** Opening Dataset entries block **

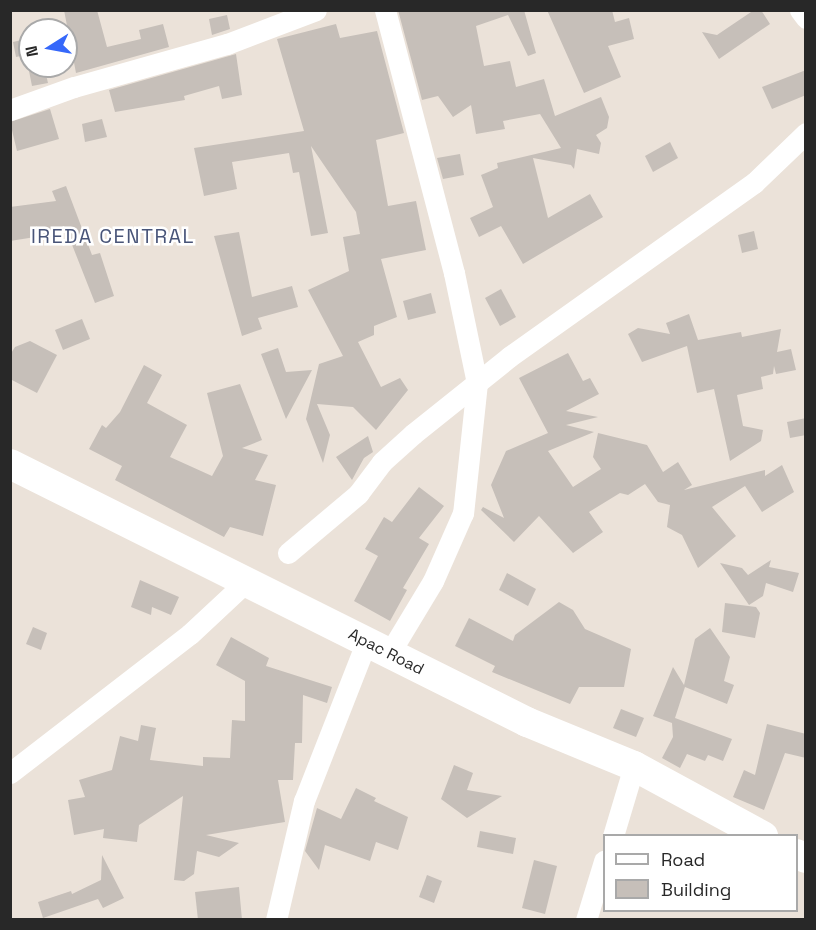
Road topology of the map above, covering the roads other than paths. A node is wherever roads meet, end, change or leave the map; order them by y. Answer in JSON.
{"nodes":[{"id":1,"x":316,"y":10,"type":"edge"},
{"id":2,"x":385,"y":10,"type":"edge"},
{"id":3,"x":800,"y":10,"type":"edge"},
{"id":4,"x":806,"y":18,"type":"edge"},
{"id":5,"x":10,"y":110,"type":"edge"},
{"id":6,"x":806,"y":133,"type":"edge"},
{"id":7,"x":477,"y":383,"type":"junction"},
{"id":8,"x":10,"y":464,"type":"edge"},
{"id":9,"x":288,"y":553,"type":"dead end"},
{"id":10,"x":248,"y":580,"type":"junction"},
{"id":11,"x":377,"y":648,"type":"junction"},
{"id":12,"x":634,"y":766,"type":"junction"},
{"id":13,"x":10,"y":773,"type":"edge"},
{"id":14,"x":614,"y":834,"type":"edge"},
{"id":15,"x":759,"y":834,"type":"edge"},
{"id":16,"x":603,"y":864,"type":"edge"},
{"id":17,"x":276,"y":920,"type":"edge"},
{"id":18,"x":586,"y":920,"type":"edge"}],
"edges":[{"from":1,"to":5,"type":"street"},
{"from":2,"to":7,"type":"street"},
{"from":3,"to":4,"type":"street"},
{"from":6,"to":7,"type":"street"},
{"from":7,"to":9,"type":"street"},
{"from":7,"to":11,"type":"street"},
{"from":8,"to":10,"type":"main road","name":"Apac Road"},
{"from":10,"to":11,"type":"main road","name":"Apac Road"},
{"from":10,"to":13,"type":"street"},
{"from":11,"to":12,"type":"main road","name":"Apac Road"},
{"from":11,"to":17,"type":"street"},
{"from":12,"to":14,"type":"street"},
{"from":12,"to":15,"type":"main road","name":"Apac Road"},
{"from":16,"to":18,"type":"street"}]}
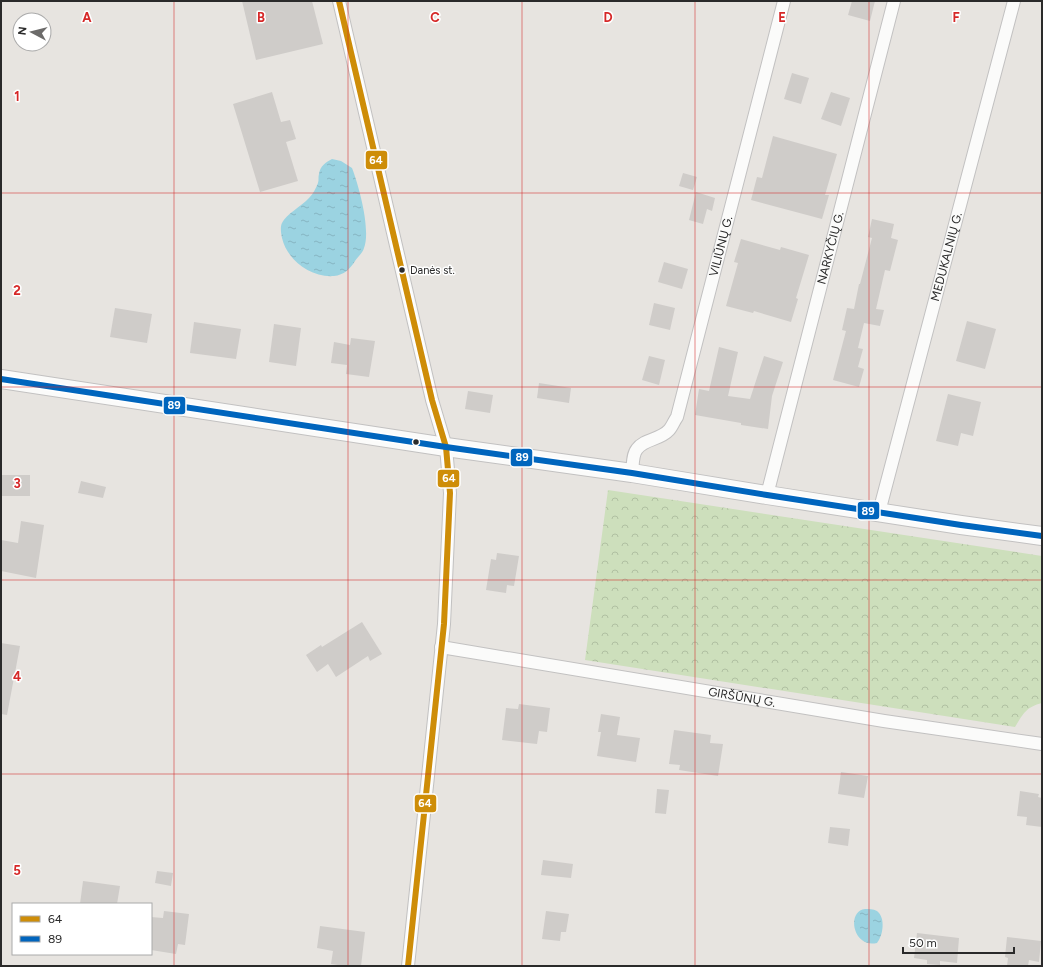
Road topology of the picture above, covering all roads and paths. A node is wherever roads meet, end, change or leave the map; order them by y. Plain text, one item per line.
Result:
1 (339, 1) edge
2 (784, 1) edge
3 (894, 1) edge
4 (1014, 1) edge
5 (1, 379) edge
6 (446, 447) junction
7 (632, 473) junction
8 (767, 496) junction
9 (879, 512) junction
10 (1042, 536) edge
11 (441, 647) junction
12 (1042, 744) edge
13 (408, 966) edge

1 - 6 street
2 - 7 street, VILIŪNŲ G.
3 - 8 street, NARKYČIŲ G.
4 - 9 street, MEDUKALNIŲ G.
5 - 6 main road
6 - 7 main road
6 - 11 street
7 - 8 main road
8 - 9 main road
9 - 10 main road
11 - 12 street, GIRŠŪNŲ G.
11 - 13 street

** Closing Dataset entries block **

Problem statement: Every line above that includes the word "topology" should be listed.

Expected output:
Road topology of the map above, covering the roads other than paths. A node is wherever roads meet, end, change or leave the map; order them by y. Answer in JSON.
Road topology of the picture above, covering all roads and paths. A node is wherever roads meet, end, change or leave the map; order them by y. Plain text, one item per line.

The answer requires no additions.